Saved data entries:
- Opening Delimiter -
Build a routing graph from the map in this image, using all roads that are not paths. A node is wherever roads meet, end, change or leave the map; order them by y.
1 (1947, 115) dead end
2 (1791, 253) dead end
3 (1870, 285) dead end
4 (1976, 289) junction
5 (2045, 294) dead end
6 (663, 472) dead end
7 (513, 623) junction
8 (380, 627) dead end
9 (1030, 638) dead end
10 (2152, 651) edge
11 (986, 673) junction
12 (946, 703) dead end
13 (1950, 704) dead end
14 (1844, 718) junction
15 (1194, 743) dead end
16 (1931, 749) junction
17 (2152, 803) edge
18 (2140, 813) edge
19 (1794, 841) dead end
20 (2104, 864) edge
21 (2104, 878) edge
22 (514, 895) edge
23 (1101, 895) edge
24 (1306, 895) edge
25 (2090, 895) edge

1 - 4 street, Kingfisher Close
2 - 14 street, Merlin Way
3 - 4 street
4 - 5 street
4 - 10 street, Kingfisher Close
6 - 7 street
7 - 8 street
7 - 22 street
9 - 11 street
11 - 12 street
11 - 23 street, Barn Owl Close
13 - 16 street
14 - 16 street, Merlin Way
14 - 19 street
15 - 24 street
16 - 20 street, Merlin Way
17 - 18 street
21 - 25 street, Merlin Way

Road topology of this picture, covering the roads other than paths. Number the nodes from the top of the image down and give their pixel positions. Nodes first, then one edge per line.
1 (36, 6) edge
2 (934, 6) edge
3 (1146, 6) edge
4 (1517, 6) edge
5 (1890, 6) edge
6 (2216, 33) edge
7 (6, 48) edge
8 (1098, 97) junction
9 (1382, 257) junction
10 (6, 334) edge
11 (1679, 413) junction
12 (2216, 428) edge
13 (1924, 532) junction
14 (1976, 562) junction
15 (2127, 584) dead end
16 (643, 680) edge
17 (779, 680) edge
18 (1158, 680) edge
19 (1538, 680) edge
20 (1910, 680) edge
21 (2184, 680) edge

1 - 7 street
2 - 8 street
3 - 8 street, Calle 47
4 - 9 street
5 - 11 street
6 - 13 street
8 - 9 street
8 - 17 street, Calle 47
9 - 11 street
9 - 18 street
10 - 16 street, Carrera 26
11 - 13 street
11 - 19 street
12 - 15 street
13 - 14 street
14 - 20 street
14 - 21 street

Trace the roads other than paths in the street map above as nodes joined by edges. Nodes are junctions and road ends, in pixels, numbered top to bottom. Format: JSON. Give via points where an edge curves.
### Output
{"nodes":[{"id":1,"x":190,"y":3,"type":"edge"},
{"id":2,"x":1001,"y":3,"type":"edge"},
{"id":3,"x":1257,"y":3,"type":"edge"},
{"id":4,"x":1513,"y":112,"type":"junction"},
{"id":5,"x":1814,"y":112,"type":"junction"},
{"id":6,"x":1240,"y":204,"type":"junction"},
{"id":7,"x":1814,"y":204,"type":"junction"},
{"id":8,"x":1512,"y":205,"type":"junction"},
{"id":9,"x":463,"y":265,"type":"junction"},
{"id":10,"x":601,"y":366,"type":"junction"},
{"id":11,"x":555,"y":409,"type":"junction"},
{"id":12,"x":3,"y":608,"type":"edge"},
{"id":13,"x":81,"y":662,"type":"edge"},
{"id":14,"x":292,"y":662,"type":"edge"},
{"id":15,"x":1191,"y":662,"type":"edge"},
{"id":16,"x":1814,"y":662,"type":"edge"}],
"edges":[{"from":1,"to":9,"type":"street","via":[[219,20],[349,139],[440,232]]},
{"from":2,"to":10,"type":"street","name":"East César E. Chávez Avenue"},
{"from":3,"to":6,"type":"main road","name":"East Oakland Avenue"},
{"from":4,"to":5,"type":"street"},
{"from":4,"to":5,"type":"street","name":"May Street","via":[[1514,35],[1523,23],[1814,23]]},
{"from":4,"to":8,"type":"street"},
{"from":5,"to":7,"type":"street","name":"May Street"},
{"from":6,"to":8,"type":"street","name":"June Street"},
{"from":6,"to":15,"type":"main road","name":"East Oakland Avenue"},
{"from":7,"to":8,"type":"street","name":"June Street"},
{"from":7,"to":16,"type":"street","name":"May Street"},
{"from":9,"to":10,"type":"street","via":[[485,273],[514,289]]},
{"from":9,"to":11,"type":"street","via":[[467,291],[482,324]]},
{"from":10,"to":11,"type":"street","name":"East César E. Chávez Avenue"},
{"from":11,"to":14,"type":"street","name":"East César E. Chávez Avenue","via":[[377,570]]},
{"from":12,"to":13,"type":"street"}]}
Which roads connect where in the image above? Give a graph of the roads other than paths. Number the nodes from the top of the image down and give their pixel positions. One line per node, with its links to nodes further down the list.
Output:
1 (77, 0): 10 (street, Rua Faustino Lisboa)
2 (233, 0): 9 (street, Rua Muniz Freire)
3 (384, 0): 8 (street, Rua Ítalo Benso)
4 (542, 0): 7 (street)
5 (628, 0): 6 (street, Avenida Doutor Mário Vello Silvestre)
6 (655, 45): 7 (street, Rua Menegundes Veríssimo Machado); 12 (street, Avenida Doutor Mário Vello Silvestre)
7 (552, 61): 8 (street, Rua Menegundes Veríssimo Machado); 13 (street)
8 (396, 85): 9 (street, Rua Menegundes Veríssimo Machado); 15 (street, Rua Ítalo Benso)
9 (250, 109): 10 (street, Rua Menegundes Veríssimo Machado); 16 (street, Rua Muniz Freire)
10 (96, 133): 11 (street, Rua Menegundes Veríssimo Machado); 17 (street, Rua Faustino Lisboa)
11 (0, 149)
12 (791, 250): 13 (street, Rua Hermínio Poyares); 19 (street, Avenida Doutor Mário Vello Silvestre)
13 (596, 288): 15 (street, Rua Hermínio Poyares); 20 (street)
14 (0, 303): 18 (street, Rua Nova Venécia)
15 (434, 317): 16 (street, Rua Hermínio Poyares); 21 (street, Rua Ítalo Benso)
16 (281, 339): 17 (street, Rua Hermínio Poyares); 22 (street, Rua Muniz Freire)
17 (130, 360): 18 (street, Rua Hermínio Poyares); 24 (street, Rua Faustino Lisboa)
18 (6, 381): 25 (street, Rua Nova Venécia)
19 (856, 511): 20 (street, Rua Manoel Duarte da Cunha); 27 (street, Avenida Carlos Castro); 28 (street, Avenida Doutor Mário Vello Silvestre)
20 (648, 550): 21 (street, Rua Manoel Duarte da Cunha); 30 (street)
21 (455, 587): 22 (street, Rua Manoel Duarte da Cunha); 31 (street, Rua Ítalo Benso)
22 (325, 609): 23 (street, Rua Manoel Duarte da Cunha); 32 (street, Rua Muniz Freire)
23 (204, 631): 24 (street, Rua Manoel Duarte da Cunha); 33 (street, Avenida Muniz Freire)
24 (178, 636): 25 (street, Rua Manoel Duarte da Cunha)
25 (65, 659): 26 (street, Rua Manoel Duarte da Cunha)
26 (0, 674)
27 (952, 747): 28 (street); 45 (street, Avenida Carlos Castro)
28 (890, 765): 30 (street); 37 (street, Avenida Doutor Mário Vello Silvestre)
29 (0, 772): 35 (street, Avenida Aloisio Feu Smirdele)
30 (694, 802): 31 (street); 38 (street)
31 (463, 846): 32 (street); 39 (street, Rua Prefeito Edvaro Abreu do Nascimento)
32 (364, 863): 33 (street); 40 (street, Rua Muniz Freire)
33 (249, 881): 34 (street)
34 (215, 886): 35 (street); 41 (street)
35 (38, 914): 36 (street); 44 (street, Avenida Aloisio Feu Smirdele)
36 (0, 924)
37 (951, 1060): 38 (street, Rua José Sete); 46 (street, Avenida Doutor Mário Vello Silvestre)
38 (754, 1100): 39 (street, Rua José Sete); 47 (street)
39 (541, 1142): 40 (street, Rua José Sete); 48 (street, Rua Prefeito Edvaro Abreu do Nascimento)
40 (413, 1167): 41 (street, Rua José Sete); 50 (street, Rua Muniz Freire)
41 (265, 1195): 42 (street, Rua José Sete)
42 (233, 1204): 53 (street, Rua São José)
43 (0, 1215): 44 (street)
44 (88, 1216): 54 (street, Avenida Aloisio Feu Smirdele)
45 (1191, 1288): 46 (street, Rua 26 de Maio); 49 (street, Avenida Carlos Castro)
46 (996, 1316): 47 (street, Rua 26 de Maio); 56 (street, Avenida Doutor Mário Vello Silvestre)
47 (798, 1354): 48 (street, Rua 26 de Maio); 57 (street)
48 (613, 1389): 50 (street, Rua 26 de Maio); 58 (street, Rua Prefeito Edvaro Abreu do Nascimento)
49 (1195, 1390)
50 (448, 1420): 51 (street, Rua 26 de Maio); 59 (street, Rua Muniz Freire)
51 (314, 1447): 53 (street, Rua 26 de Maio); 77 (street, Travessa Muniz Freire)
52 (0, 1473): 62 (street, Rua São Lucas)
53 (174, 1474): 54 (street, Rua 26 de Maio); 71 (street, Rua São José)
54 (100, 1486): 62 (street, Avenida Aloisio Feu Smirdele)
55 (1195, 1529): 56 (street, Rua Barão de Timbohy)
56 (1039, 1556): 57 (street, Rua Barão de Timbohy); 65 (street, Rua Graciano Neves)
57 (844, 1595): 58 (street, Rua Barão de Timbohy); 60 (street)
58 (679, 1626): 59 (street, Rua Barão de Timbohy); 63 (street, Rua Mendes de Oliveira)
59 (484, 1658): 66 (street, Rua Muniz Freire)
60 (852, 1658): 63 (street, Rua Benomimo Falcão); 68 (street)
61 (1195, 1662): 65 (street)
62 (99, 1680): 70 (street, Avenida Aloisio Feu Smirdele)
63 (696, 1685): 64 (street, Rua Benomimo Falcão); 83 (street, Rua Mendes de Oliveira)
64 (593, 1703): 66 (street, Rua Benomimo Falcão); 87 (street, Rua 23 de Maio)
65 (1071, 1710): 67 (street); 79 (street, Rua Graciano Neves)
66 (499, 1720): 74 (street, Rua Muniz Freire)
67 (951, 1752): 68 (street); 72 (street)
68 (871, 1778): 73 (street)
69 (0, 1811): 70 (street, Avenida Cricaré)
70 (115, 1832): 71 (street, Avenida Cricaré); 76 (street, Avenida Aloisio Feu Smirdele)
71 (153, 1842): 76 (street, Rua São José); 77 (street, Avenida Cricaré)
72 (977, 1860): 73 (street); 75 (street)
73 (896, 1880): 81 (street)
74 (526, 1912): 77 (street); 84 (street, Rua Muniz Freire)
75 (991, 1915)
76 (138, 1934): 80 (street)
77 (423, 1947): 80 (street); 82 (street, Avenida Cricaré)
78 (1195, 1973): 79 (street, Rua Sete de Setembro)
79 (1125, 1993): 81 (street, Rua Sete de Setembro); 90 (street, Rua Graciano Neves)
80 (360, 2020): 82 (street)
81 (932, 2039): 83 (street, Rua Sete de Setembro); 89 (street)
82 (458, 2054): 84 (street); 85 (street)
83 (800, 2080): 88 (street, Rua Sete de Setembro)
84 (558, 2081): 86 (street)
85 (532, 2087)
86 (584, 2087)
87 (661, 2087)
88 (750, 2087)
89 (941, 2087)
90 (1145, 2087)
- Closing Delimiter -
• _Task objective_
Read through the entries and copy every line that includes "edges".

• _Answer space_
Trace the roads other than paths in the street map above as nodes joined by edges. Nodes are junctions and road ends, in pixels, numbered top to bottom. Format: JSON. Give via points where an edge curves.
"edges":[{"from":1,"to":9,"type":"street","via":[[219,20],[349,139],[440,232]]},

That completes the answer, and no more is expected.